Roger Federer, Rafael Nadal and Andy Murray swept into the Wimbledon second round Tuesday but women’s third seed Simona Halep and 2014 runner-up Eugenie Bouchard slumped to defeat in sweltering London.
Second-seeded Federer, bidding to become the first man to win eight Wimbledon titles and take his majors tally to 18, enjoyed a 67-minute, 6-1, 6-3, 6-3 win over Damir Dzumhur of Bosnia, the world number 88 he beat at the French Open last month.
Federer will face Sam Querrey of the United States for a place in the last 32.
Two-time champion Nadal, defeated in the second, first and fourth rounds in the last three years, enjoyed a 6-4, 6-2, 6-4 win over Thomaz Bellucci, his fifth win in five meetings against the 42nd-ranked Brazilian.
Tenth-seeded Nadal, at his lowest ranking for a decade, faces Germany’s Dustin Brown for a place in the last 32. Brown beat him on grass at Halle in 2014.
Temperatures on Tuesday rocketed to around 30 degrees Celsius but Wednesday could top the Wimbledon record of 34C set in 1976.
Organisers say the heat rule, which allows for a 10-minute break between the second and third sets of women’s matches, can be used when temperatures rise above 30.1C.
However, the rule, which has been adopted by Wimbledon after lobbying from the WTA, does not apply to men even though they have to slug it out over the best of five sets.
– Nadal basks in the sun –
Nadal, who hails from in sun-kissed Mallorca, said he would be happy to see the sun keep shining.
“In Australia it can be much, much worse so it’s no comparison but actually it’s beautiful,” said the Spaniard.
“When you have this weather here in Wimbledon it’s probably one of the best places in the world.”
Murray, the 2013 champion, enjoyed a comfortable 6-4, 7-6 (7/3), 6-4 victory over Kazakhstan’s Mikhail Kukushkin, the world number 59. The Scot next faces Dutchman Robin Haase.
“It was very hot.
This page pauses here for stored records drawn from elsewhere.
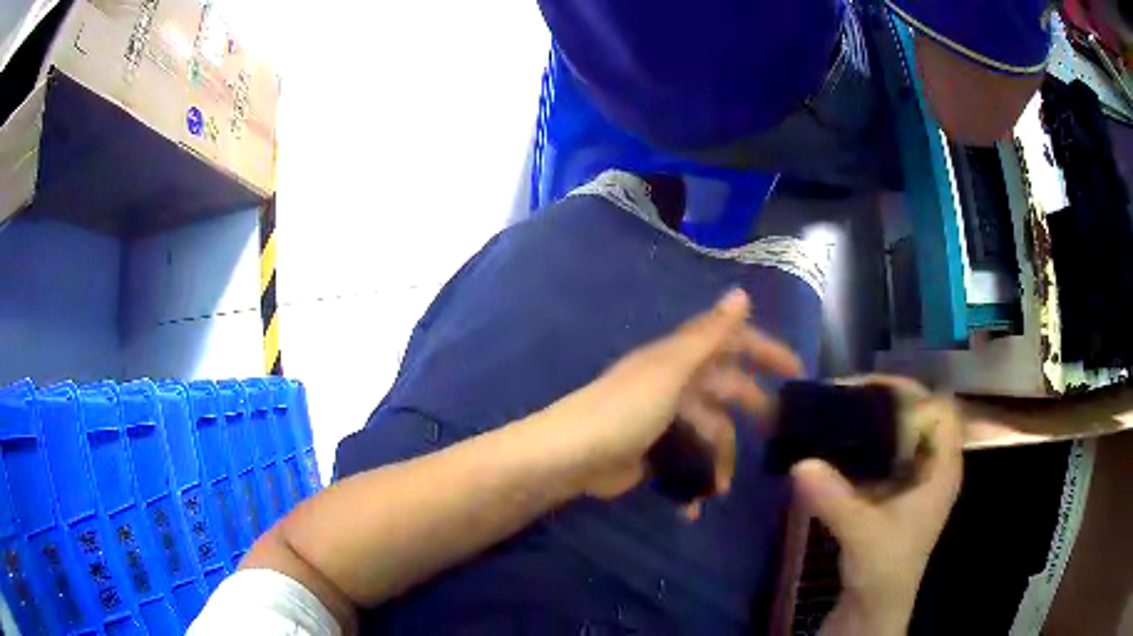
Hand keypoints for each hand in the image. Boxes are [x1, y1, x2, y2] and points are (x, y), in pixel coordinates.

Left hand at [546, 289, 802, 511]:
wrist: (572, 457)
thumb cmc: (625, 409)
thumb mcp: (671, 370)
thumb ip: (708, 335)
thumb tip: (741, 292)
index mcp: (679, 358)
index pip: (731, 343)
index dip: (764, 351)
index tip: (796, 371)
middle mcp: (675, 384)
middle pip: (726, 390)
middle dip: (751, 408)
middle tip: (777, 431)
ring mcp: (663, 420)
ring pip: (708, 433)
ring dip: (719, 459)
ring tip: (722, 486)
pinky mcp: (652, 452)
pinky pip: (686, 462)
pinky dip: (693, 482)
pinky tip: (696, 504)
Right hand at [794, 378, 963, 635]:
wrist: (872, 607)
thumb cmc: (883, 570)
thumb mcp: (863, 535)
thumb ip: (835, 501)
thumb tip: (800, 463)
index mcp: (942, 470)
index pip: (940, 412)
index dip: (911, 397)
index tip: (869, 392)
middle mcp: (930, 466)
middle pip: (916, 415)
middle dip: (881, 401)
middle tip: (841, 395)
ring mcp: (910, 478)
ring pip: (895, 432)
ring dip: (866, 419)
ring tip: (832, 410)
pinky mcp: (890, 490)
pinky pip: (878, 453)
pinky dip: (857, 443)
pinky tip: (831, 442)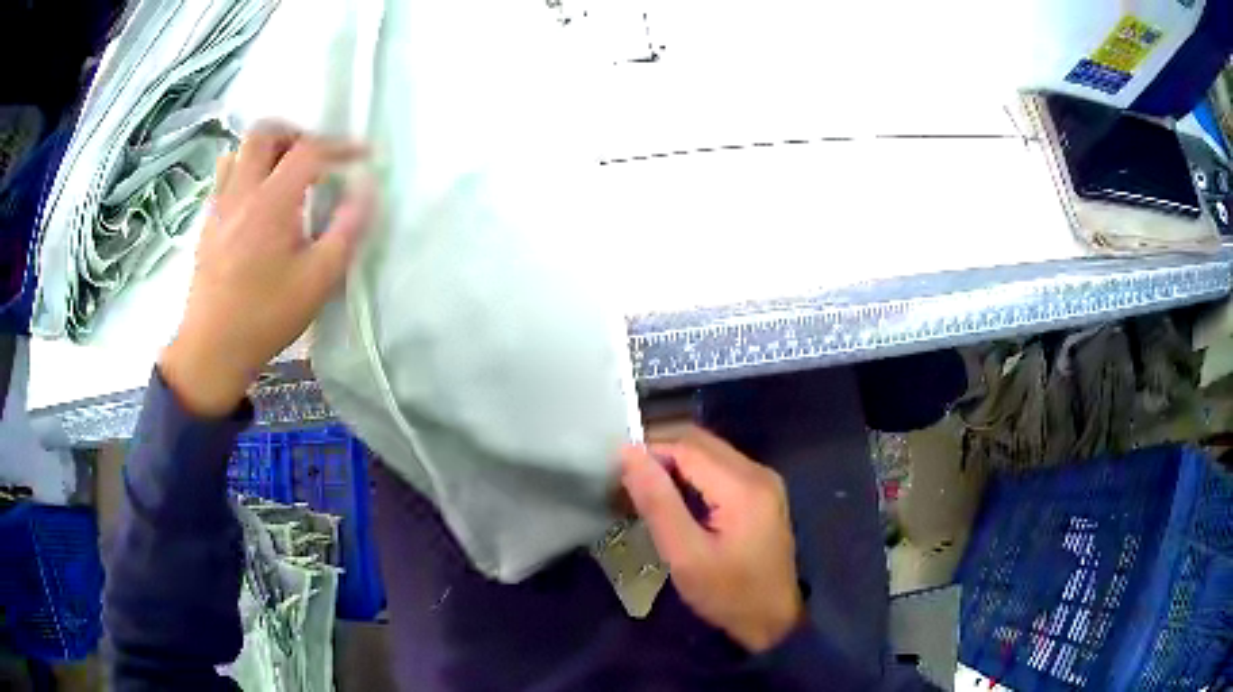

That changes the way the court plays and the way the match plays out,” said Murray.
“I was glad to get off in three sets, a couple of hours, because ideally you don’t want to be playing extremely long matches in those conditions,” said Murray.
Defending women’s champion Petra Kvitova, the second seed, barely had time to work up a sweat, taking just 35 minutes to reach the second round in a 6-1, 6-0 win over Kiki Bertens, the world number 108 from the Netherlands.
– ‘No expectations’ for Halep –
Kvitova, also the 2011 champion, dropped just one point on serve and next meets Kurumi Nara of Japan for a place in the third round. Her win was the fastest on the women’s tour in five years.
But Halep, a semi-finalist in 2014, became the tournament’s biggest casualty so far when she lost 5-7, 6-4, 6-3 to Jana Cepelova of Slovakia.
The 22-year-old Cepelova, ranked 106 in the world, had won only one match on the tour all year before Tuesday but had big match experience by beating world number one Serena Williams in Charleston last year.
She goes on to face another Romanian, Monica Niculescu, in the second round.
“I had no expectations coming here but I didn’t expect to lose in the first set,” said Halep.
Also leaving early was the sport’s poster girl Bouchard. The 21-year-old Canadian lost 7-6 (7/3), 6-4 to Chinese qualifier Duan Ying-Ying, the world number 117 who had never previously beaten a player inside the top 75.
The defeat was 12th-seeded Bouchard’s 12th in her last 14 matches and will see her drop out of the world top 20.
However, Bouchard admitted she had played against medical advice having suffered a grade-two abdominal tear at Eastbourne last week.
“Probably would have been smart not to play here, but I couldn’t pass on Wimbledon. So I did minimal preparation to save myself for the match,” said Bouchard.
Danish fifth seed Caroline Wozniacki, 10th-seeded German Angelique Kerber and 13th-seeded Agnieszka Radwanska from Poland, the runner-up in 2012, went through.